Problem details: Write out the data below in full, unchanged, minus the images.

[Stored data]
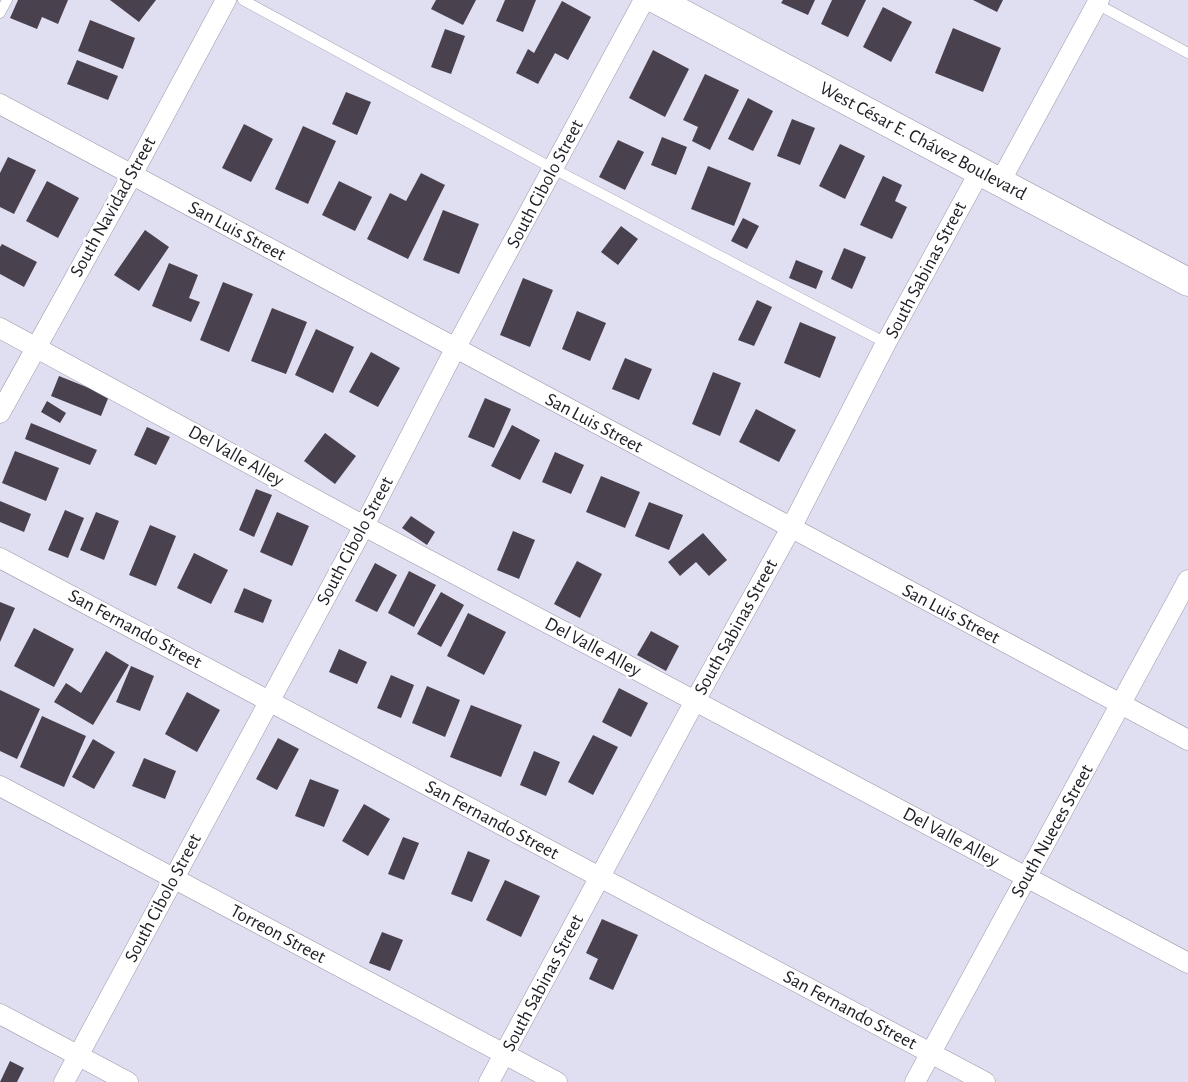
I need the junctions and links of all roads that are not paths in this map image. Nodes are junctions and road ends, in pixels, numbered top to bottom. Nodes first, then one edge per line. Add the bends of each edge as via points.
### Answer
1 (7, 0) edge
2 (226, 0) edge
3 (242, 0) edge
4 (644, 0) edge
5 (1095, 1) edge
6 (671, 3) edge
7 (0, 13) edge
8 (1188, 52) edge
9 (0, 104) edge
10 (554, 169) junction
11 (132, 175) junction
12 (990, 177) junction
13 (1188, 282) edge
14 (0, 328) edge
15 (886, 344) junction
16 (35, 347) junction
17 (455, 348) junction
18 (0, 413) edge
19 (364, 526) junction
20 (791, 528) junction
21 (0, 558) edge
22 (1188, 580) edge
23 (269, 700) junction
24 (696, 701) junction
25 (1120, 705) junction
26 (1188, 740) edge
27 (0, 786) edge
28 (600, 877) junction
29 (1027, 877) junction
30 (174, 879) junction
31 (1188, 963) edge
32 (0, 1014) edge
33 (931, 1053) junction
34 (505, 1054) junction
35 (78, 1055) junction
36 (64, 1082) edge
37 (128, 1082) edge
38 (490, 1082) edge
39 (557, 1082) edge
40 (915, 1082) edge
41 (985, 1082) edge

1 - 7 lane
2 - 11 street, South Navidad Street
3 - 10 lane
4 - 10 street, South Cibolo Street
5 - 8 lane
5 - 12 street, South Sabinas Street
6 - 12 street, West César E. Chávez Boulevard
9 - 11 street, San Luis Street
10 - 15 lane
10 - 17 street, South Cibolo Street
11 - 16 street, South Navidad Street
11 - 17 street, San Luis Street
12 - 13 street, West César E. Chávez Boulevard
12 - 15 street, South Sabinas Street
14 - 16 street, Del Valle Alley
15 - 20 street, South Sabinas Street
16 - 18 street, South Navidad Street
16 - 19 street, Del Valle Alley
17 - 19 street, South Cibolo Street
17 - 20 street, San Luis Street
19 - 23 street, South Cibolo Street
19 - 24 street, Del Valle Alley
20 - 24 street, South Sabinas Street
20 - 25 street, San Luis Street
21 - 23 street, San Fernando Street
22 - 25 street, South Nueces Street
23 - 28 street, San Fernando Street
23 - 30 street, South Cibolo Street
24 - 28 street, South Sabinas Street
24 - 29 street, Del Valle Alley
25 - 26 street, San Luis Street
25 - 29 street, South Nueces Street
27 - 30 street, Torreon Street
28 - 33 street, San Fernando Street
28 - 34 street, South Sabinas Street
29 - 31 street, Del Valle Alley
29 - 33 street, South Nueces Street
30 - 34 street, Torreon Street
30 - 35 street, South Cibolo Street
32 - 35 street
33 - 40 street, South Nueces Street
33 - 41 street, San Fernando Street
34 - 38 street, South Sabinas Street
34 - 39 street, Torreon Street
35 - 36 street, South Cibolo Street
35 - 37 street

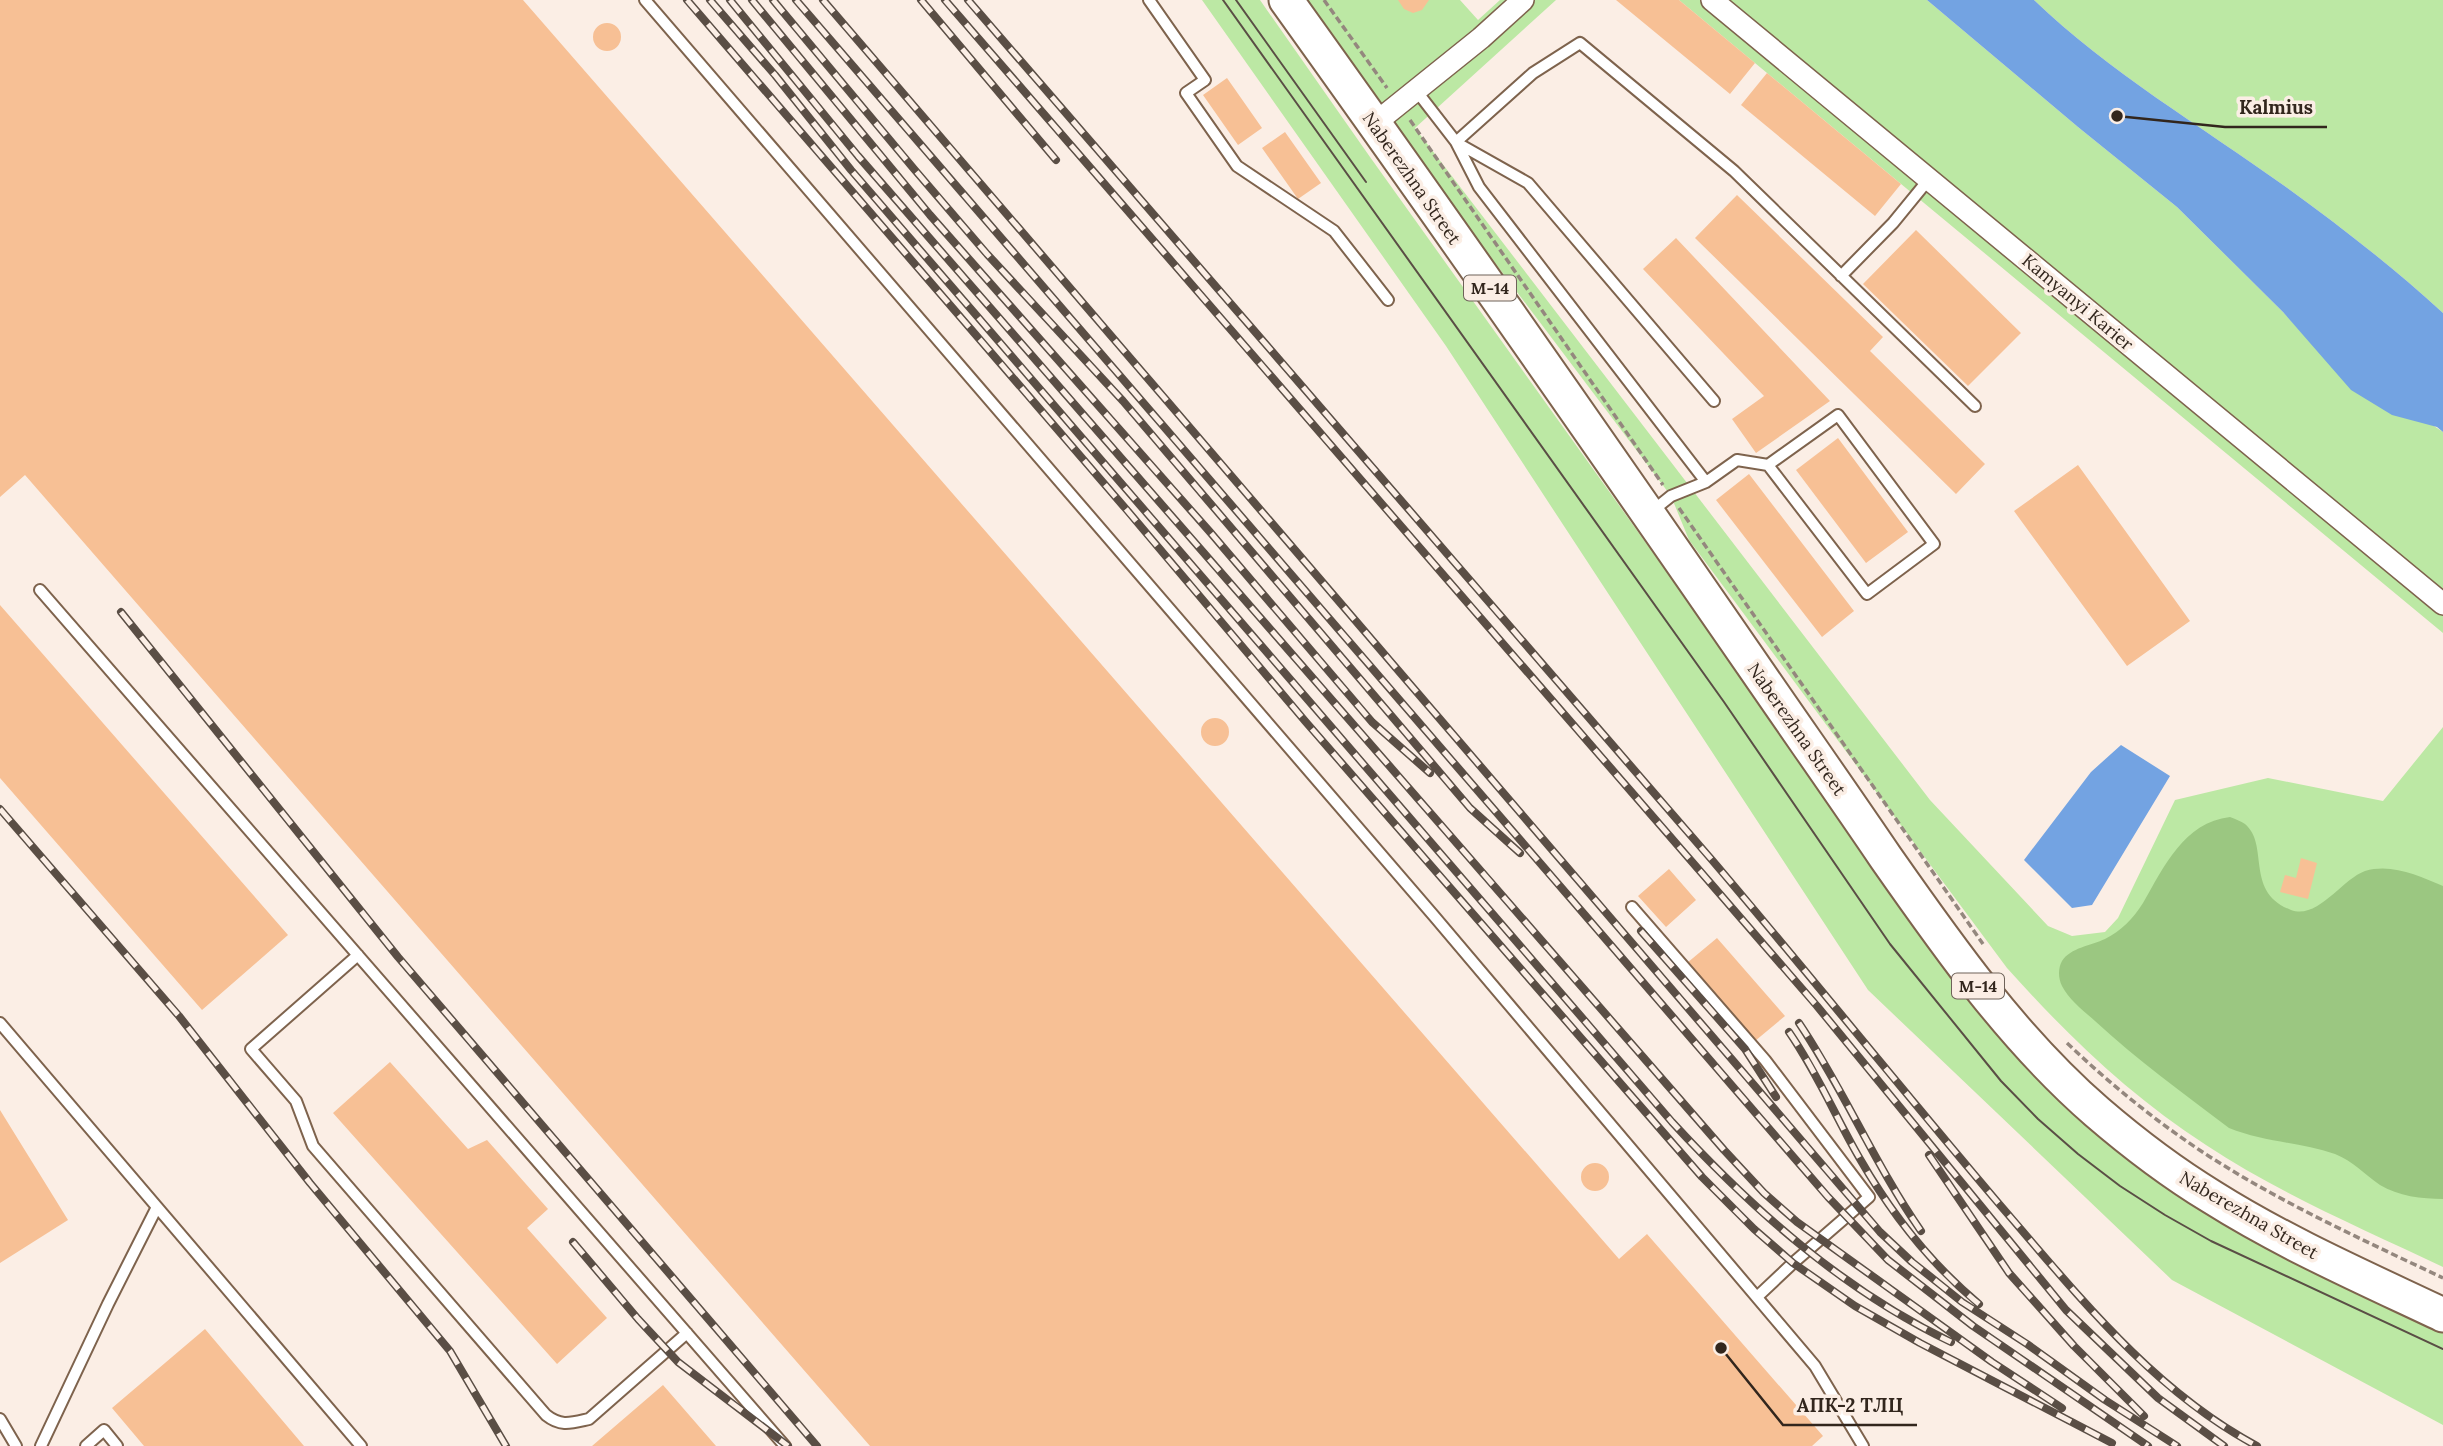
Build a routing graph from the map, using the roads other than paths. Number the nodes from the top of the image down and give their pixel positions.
1 (645, 0) edge
2 (1149, 0) edge
3 (1286, 0) edge
4 (1523, 0) edge
5 (1712, 0) edge
6 (1415, 89) junction
7 (1386, 114) junction
8 (1456, 142) junction
9 (1929, 179) junction
10 (1842, 276) junction
11 (1388, 300) dead end
12 (1714, 401) dead end
13 (1975, 406) dead end
14 (1768, 465) junction
15 (1706, 482) junction
16 (1660, 505) junction
17 (40, 590) dead end
18 (2443, 604) edge
19 (1632, 907) dead end
20 (358, 955) junction
21 (0, 1023) edge
22 (157, 1207) junction
23 (1757, 1297) junction
24 (2443, 1315) edge
25 (687, 1333) junction
26 (0, 1419) edge
27 (16, 1446) edge
28 (41, 1446) edge
29 (86, 1446) edge
30 (117, 1446) edge
31 (361, 1446) edge
32 (785, 1446) edge
33 (1863, 1446) edge

1 - 23 lane
2 - 11 lane
3 - 7 highway, Naberezhna Street / М-14
4 - 6 street
5 - 9 street, Kamyanyi Karier
6 - 7 street
6 - 8 lane
7 - 16 highway, Naberezhna Street / М-14
8 - 10 lane
8 - 12 lane
8 - 15 lane
9 - 10 lane
9 - 18 street, Kamyanyi Karier
10 - 13 lane
14 - 14 lane
14 - 15 lane
15 - 16 lane
16 - 24 highway, Naberezhna Street / М-14
17 - 20 lane
19 - 23 lane
20 - 25 lane
20 - 25 lane
21 - 22 lane
22 - 28 lane
22 - 31 lane
23 - 33 lane
25 - 32 lane
26 - 27 lane
29 - 30 lane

Expected answer:
I need the junctions and links of all roads that are not paths in this map image. Nodes are junctions and road ends, in pixels, numbered top to bottom. Nodes first, then one edge per line. Add the bends of each edge as via points.
### Answer
1 (7, 0) edge
2 (226, 0) edge
3 (242, 0) edge
4 (644, 0) edge
5 (1095, 1) edge
6 (671, 3) edge
7 (0, 13) edge
8 (1188, 52) edge
9 (0, 104) edge
10 (554, 169) junction
11 (132, 175) junction
12 (990, 177) junction
13 (1188, 282) edge
14 (0, 328) edge
15 (886, 344) junction
16 (35, 347) junction
17 (455, 348) junction
18 (0, 413) edge
19 (364, 526) junction
20 (791, 528) junction
21 (0, 558) edge
22 (1188, 580) edge
23 (269, 700) junction
24 (696, 701) junction
25 (1120, 705) junction
26 (1188, 740) edge
27 (0, 786) edge
28 (600, 877) junction
29 (1027, 877) junction
30 (174, 879) junction
31 (1188, 963) edge
32 (0, 1014) edge
33 (931, 1053) junction
34 (505, 1054) junction
35 (78, 1055) junction
36 (64, 1082) edge
37 (128, 1082) edge
38 (490, 1082) edge
39 (557, 1082) edge
40 (915, 1082) edge
41 (985, 1082) edge

1 - 7 lane
2 - 11 street, South Navidad Street
3 - 10 lane
4 - 10 street, South Cibolo Street
5 - 8 lane
5 - 12 street, South Sabinas Street
6 - 12 street, West César E. Chávez Boulevard
9 - 11 street, San Luis Street
10 - 15 lane
10 - 17 street, South Cibolo Street
11 - 16 street, South Navidad Street
11 - 17 street, San Luis Street
12 - 13 street, West César E. Chávez Boulevard
12 - 15 street, South Sabinas Street
14 - 16 street, Del Valle Alley
15 - 20 street, South Sabinas Street
16 - 18 street, South Navidad Street
16 - 19 street, Del Valle Alley
17 - 19 street, South Cibolo Street
17 - 20 street, San Luis Street
19 - 23 street, South Cibolo Street
19 - 24 street, Del Valle Alley
20 - 24 street, South Sabinas Street
20 - 25 street, San Luis Street
21 - 23 street, San Fernando Street
22 - 25 street, South Nueces Street
23 - 28 street, San Fernando Street
23 - 30 street, South Cibolo Street
24 - 28 street, South Sabinas Street
24 - 29 street, Del Valle Alley
25 - 26 street, San Luis Street
25 - 29 street, South Nueces Street
27 - 30 street, Torreon Street
28 - 33 street, San Fernando Street
28 - 34 street, South Sabinas Street
29 - 31 street, Del Valle Alley
29 - 33 street, South Nueces Street
30 - 34 street, Torreon Street
30 - 35 street, South Cibolo Street
32 - 35 street
33 - 40 street, South Nueces Street
33 - 41 street, San Fernando Street
34 - 38 street, South Sabinas Street
34 - 39 street, Torreon Street
35 - 36 street, South Cibolo Street
35 - 37 street

Build a routing graph from the map, using the roads other than paths. Number the nodes from the top of the image down and give their pixel positions.
1 (645, 0) edge
2 (1149, 0) edge
3 (1286, 0) edge
4 (1523, 0) edge
5 (1712, 0) edge
6 (1415, 89) junction
7 (1386, 114) junction
8 (1456, 142) junction
9 (1929, 179) junction
10 (1842, 276) junction
11 (1388, 300) dead end
12 (1714, 401) dead end
13 (1975, 406) dead end
14 (1768, 465) junction
15 (1706, 482) junction
16 (1660, 505) junction
17 (40, 590) dead end
18 (2443, 604) edge
19 (1632, 907) dead end
20 (358, 955) junction
21 (0, 1023) edge
22 (157, 1207) junction
23 (1757, 1297) junction
24 (2443, 1315) edge
25 (687, 1333) junction
26 (0, 1419) edge
27 (16, 1446) edge
28 (41, 1446) edge
29 (86, 1446) edge
30 (117, 1446) edge
31 (361, 1446) edge
32 (785, 1446) edge
33 (1863, 1446) edge

1 - 23 lane
2 - 11 lane
3 - 7 highway, Naberezhna Street / М-14
4 - 6 street
5 - 9 street, Kamyanyi Karier
6 - 7 street
6 - 8 lane
7 - 16 highway, Naberezhna Street / М-14
8 - 10 lane
8 - 12 lane
8 - 15 lane
9 - 10 lane
9 - 18 street, Kamyanyi Karier
10 - 13 lane
14 - 14 lane
14 - 15 lane
15 - 16 lane
16 - 24 highway, Naberezhna Street / М-14
17 - 20 lane
19 - 23 lane
20 - 25 lane
20 - 25 lane
21 - 22 lane
22 - 28 lane
22 - 31 lane
23 - 33 lane
25 - 32 lane
26 - 27 lane
29 - 30 lane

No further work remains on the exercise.